United Airlines parent UAL Corp. lost $152 million in the first quarter, or $1.32 a share, the company announced today.
With increased competition from Southwest Airlines and Frontier Airlines at Denver International Airport, United’s revenue performance has suffered in Denver, the carrier acknowledged during a conference call this morning.
“Denver was uniquely punished on a year-over-year basis,” said John Tague, United’s chief revenue officer. “Clearly we’re under pressure in Denver and we expect that to continue.”
It could mean United will reduce flights in Denver, as the airline plans to reduce domestic capacity. In the domestic market, “We have too much capacity,” Tague said.
United’s loss was worse than analyst expectations. Revenues were about $4.4 billion, down 2.1 percent, or $92 million, from the first quarter of 2006. United attributed the decline in part to a change in how it accounts for frequent flier program revenue. Expenses came to about $4.5 billion, down from $4.6 billion a year ago.

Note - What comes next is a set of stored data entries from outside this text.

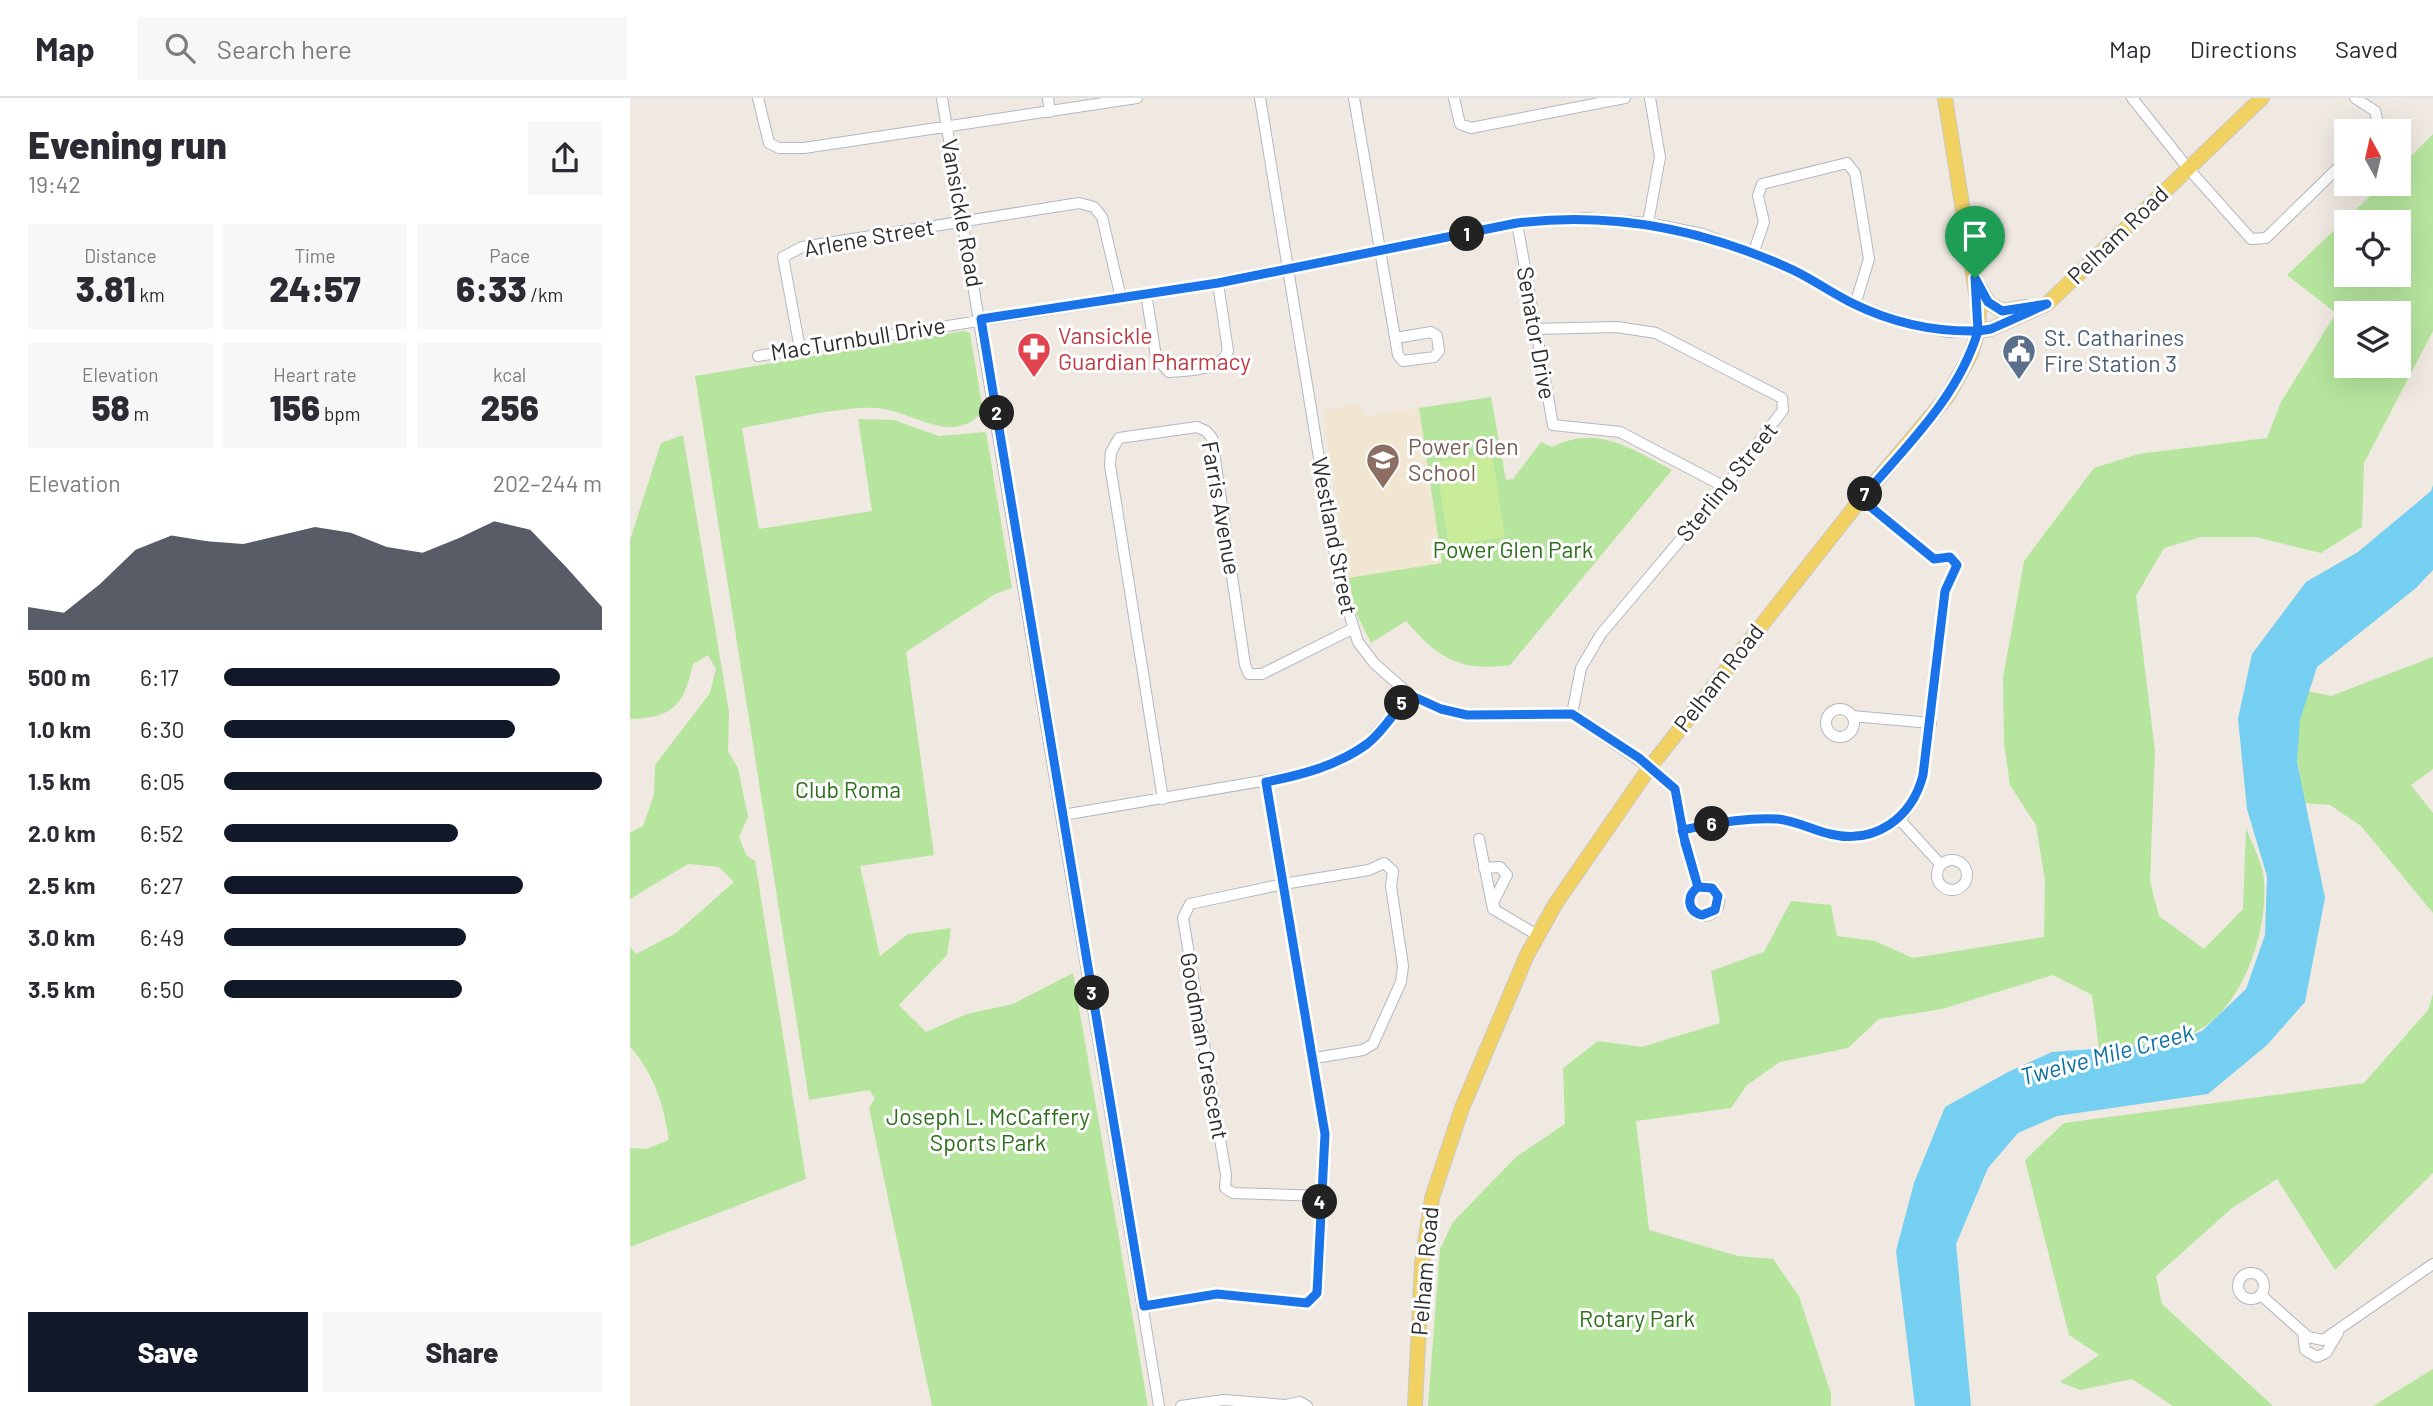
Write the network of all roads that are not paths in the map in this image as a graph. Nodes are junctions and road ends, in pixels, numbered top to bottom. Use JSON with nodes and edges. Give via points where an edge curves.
{"nodes":[{"id":1,"x":758,"y":98,"type":"edge"},
{"id":2,"x":942,"y":98,"type":"edge"},
{"id":3,"x":1048,"y":98,"type":"edge"},
{"id":4,"x":1137,"y":98,"type":"edge"},
{"id":5,"x":1260,"y":98,"type":"edge"},
{"id":6,"x":1354,"y":98,"type":"edge"},
{"id":7,"x":1454,"y":98,"type":"edge"},
{"id":8,"x":1625,"y":98,"type":"edge"},
{"id":9,"x":1650,"y":98,"type":"edge"},
{"id":10,"x":1945,"y":98,"type":"edge"},
{"id":11,"x":2262,"y":98,"type":"edge"},
{"id":12,"x":2355,"y":98,"type":"edge"},
{"id":13,"x":2133,"y":99,"type":"edge"},
{"id":14,"x":1050,"y":112,"type":"junction"},
{"id":15,"x":2377,"y":119,"type":"edge"},
{"id":16,"x":947,"y":129,"type":"junction"},
{"id":17,"x":2187,"y":167,"type":"junction"},
{"id":18,"x":2334,"y":172,"type":"edge"},
{"id":19,"x":965,"y":222,"type":"junction"},
{"id":20,"x":1517,"y":223,"type":"junction"},
{"id":21,"x":1648,"y":223,"type":"junction"},
{"id":22,"x":1381,"y":252,"type":"junction"},
{"id":23,"x":1754,"y":254,"type":"junction"},
{"id":24,"x":1289,"y":270,"type":"junction"},
{"id":25,"x":1975,"y":278,"type":"junction"},
{"id":26,"x":1218,"y":283,"type":"junction"},
{"id":27,"x":1146,"y":293,"type":"junction"},
{"id":28,"x":1121,"y":298,"type":"junction"},
{"id":29,"x":1855,"y":304,"type":"junction"},
{"id":30,"x":2047,"y":304,"type":"junction"},
{"id":31,"x":981,"y":319,"type":"junction"},
{"id":32,"x":1534,"y":329,"type":"junction"},
{"id":33,"x":1978,"y":331,"type":"junction"},
{"id":34,"x":1395,"y":338,"type":"dead end"},
{"id":35,"x":800,"y":349,"type":"junction"},
{"id":36,"x":758,"y":356,"type":"dead end"},
{"id":37,"x":1725,"y":487,"type":"junction"},
{"id":38,"x":1861,"y":499,"type":"junction"},
{"id":39,"x":1352,"y":629,"type":"junction"},
{"id":40,"x":1410,"y":695,"type":"junction"},
{"id":41,"x":1572,"y":714,"type":"junction"},
{"id":42,"x":1852,"y":716,"type":"dead end"},
{"id":43,"x":1930,"y":723,"type":"junction"},
{"id":44,"x":1650,"y":766,"type":"junction"},
{"id":45,"x":1266,"y":782,"type":"junction"},
{"id":46,"x":1163,"y":799,"type":"junction"},
{"id":47,"x":1063,"y":815,"type":"junction"},
{"id":48,"x":1900,"y":820,"type":"junction"},
{"id":49,"x":1682,"y":830,"type":"junction"},
{"id":50,"x":1479,"y":839,"type":"dead end"},
{"id":51,"x":1941,"y":865,"type":"dead end"},
{"id":52,"x":1484,"y":868,"type":"junction"},
{"id":53,"x":1283,"y":884,"type":"junction"},
{"id":54,"x":1698,"y":887,"type":"dead end"},
{"id":55,"x":1498,"y":914,"type":"junction"},
{"id":56,"x":1537,"y":935,"type":"junction"},
{"id":57,"x":1315,"y":1058,"type":"junction"},
{"id":58,"x":1321,"y":1196,"type":"junction"},
{"id":59,"x":2433,"y":1264,"type":"edge"},
{"id":60,"x":2261,"y":1295,"type":"dead end"},
{"id":61,"x":1144,"y":1306,"type":"junction"},
{"id":62,"x":2342,"y":1328,"type":"junction"},
{"id":63,"x":2303,"y":1332,"type":"junction"},
{"id":64,"x":1160,"y":1406,"type":"edge"},
{"id":65,"x":1181,"y":1406,"type":"edge"},
{"id":66,"x":1307,"y":1406,"type":"edge"},
{"id":67,"x":1415,"y":1406,"type":"edge"}],
"edges":[{"from":1,"to":16,"type":"street","via":[[766,139],[779,148]]},
{"from":2,"to":16,"type":"street","name":"Vansickle Road"},
{"from":3,"to":14,"type":"street"},
{"from":4,"to":14,"type":"street"},
{"from":5,"to":24,"type":"street","name":"Westland Street"},
{"from":6,"to":22,"type":"street"},
{"from":7,"to":8,"type":"street","via":[[1460,124],[1471,128]]},
{"from":9,"to":21,"type":"street","via":[[1661,157]]},
{"from":10,"to":25,"type":"main road"},
{"from":11,"to":17,"type":"main road","name":"Pelham Road"},
{"from":12,"to":15,"type":"street","via":[[2375,111]]},
{"from":13,"to":17,"type":"street"},
{"from":14,"to":16,"type":"street"},
{"from":16,"to":19,"type":"street","name":"Vansickle Road"},
{"from":17,"to":18,"type":"street","via":[[2246,236],[2256,240],[2270,234]]},
{"from":17,"to":30,"type":"main road","name":"Pelham Road"},
{"from":19,"to":28,"type":"street","via":[[1079,203],[1094,207],[1102,217]]},
{"from":19,"to":31,"type":"street","name":"Vansickle Road"},
{"from":19,"to":35,"type":"street","name":"Arlene Street","via":[[788,253],[783,265]]},
{"from":20,"to":21,"type":"street","name":"MacTurnbull Drive","via":[[1584,218]]},
{"from":20,"to":22,"type":"street","name":"MacTurnbull Drive"},
{"from":20,"to":32,"type":"street","name":"Senator Drive"},
{"from":21,"to":23,"type":"street","name":"MacTurnbull Drive","via":[[1703,234]]},
{"from":22,"to":24,"type":"street","name":"MacTurnbull Drive"},
{"from":22,"to":34,"type":"street"},
{"from":23,"to":29,"type":"street","name":"MacTurnbull Drive"},
{"from":23,"to":29,"type":"street","via":[[1764,222],[1758,196],[1762,184],[1847,163],[1855,173],[1868,259]]},
{"from":24,"to":26,"type":"street","name":"MacTurnbull Drive"},
{"from":24,"to":39,"type":"street","name":"Westland Street","via":[[1339,579]]},
{"from":25,"to":30,"type":"main road","via":[[1988,302],[2002,311]]},
{"from":25,"to":33,"type":"main road"},
{"from":26,"to":27,"type":"street","name":"MacTurnbull Drive"},
{"from":26,"to":27,"type":"street","via":[[1228,351],[1224,360],[1202,368],[1169,372],[1161,366]]},
{"from":27,"to":28,"type":"street","name":"MacTurnbull Drive"},
{"from":28,"to":31,"type":"street","name":"MacTurnbull Drive"},
{"from":29,"to":33,"type":"street","name":"MacTurnbull Drive","via":[[1915,326]]},
{"from":30,"to":33,"type":"main road","name":"Pelham Road"},
{"from":31,"to":35,"type":"street","name":"MacTurnbull Drive"},
{"from":31,"to":47,"type":"street","name":"Vansickle Road"},
{"from":32,"to":37,"type":"street","name":"Senator Drive","via":[[1553,425],[1620,432]]},
{"from":32,"to":37,"type":"street","name":"Sterling Street","via":[[1617,327],[1656,333],[1782,398],[1780,418]]},
{"from":33,"to":38,"type":"main road","name":"Pelham Road","via":[[1947,397]]},
{"from":35,"to":36,"type":"street","name":"MacTurnbull Drive"},
{"from":37,"to":41,"type":"street","name":"Sterling Street","via":[[1601,634],[1581,668]]},
{"from":38,"to":43,"type":"street","via":[[1934,559],[1950,557],[1956,563],[1945,591]]},
{"from":38,"to":44,"type":"main road","name":"Pelham Road"},
{"from":39,"to":40,"type":"street","name":"Westland Street","via":[[1374,663]]},
{"from":39,"to":46,"type":"street","name":"Farris Avenue","via":[[1262,674],[1249,674],[1212,438],[1197,427],[1119,438],[1110,465]]},
{"from":40,"to":41,"type":"street","name":"Westland Street","via":[[1467,715]]},
{"from":40,"to":45,"type":"street","via":[[1368,743],[1352,753],[1303,775]]},
{"from":41,"to":44,"type":"street"},
{"from":42,"to":43,"type":"street"},
{"from":43,"to":48,"type":"street","via":[[1921,783]]},
{"from":44,"to":49,"type":"street","via":[[1675,789]]},
{"from":44,"to":56,"type":"main road","name":"Pelham Road"},
{"from":45,"to":46,"type":"street"},
{"from":45,"to":53,"type":"street"},
{"from":46,"to":47,"type":"street"},
{"from":47,"to":61,"type":"street","name":"Vansickle Road"},
{"from":48,"to":49,"type":"street","via":[[1853,836],[1759,818]]},
{"from":48,"to":51,"type":"street"},
{"from":49,"to":54,"type":"street"},
{"from":50,"to":52,"type":"street"},
{"from":52,"to":55,"type":"street","via":[[1490,904]]},
{"from":52,"to":55,"type":"street","via":[[1498,866],[1507,872],[1507,881],[1493,903]]},
{"from":53,"to":57,"type":"street"},
{"from":53,"to":57,"type":"street","via":[[1369,870],[1380,863],[1393,871],[1401,982],[1373,1044],[1359,1051]]},
{"from":53,"to":58,"type":"street","name":"Goodman Crescent","via":[[1190,904],[1183,918],[1185,938],[1225,1188],[1233,1193]]},
{"from":55,"to":56,"type":"street"},
{"from":56,"to":67,"type":"main road","name":"Pelham Road","via":[[1497,1020],[1432,1198],[1422,1264]]},
{"from":57,"to":58,"type":"street","via":[[1325,1134]]},
{"from":58,"to":61,"type":"street","via":[[1317,1293],[1311,1301],[1217,1294]]},
{"from":59,"to":62,"type":"street"},
{"from":60,"to":63,"type":"street"},
{"from":61,"to":64,"type":"street","name":"Vansickle Road"},
{"from":62,"to":63,"type":"street","via":[[2320,1340]]},
{"from":62,"to":63,"type":"street","via":[[2326,1353],[2317,1357],[2305,1350]]},
{"from":65,"to":66,"type":"street","via":[[1228,1400]]}]}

In the year-ago quarter, the company technically had $22.6 million in net income, but that included $22.9 million in reorganization items. UAL exited from Chapter 11 bankruptcy in the first quarter of 2006. The company said its $236 million pre-tax loss was a $70 million improvement compared with a year earlier, excluding reorganization items.
United’s loss comes as other carriers have reported profits. American Airlines had an $81 million profit in the first quarter, or 30 cents per diluted share. Continental Airlines had $22 million in profit in the quarter, or 21 cents per diluted share.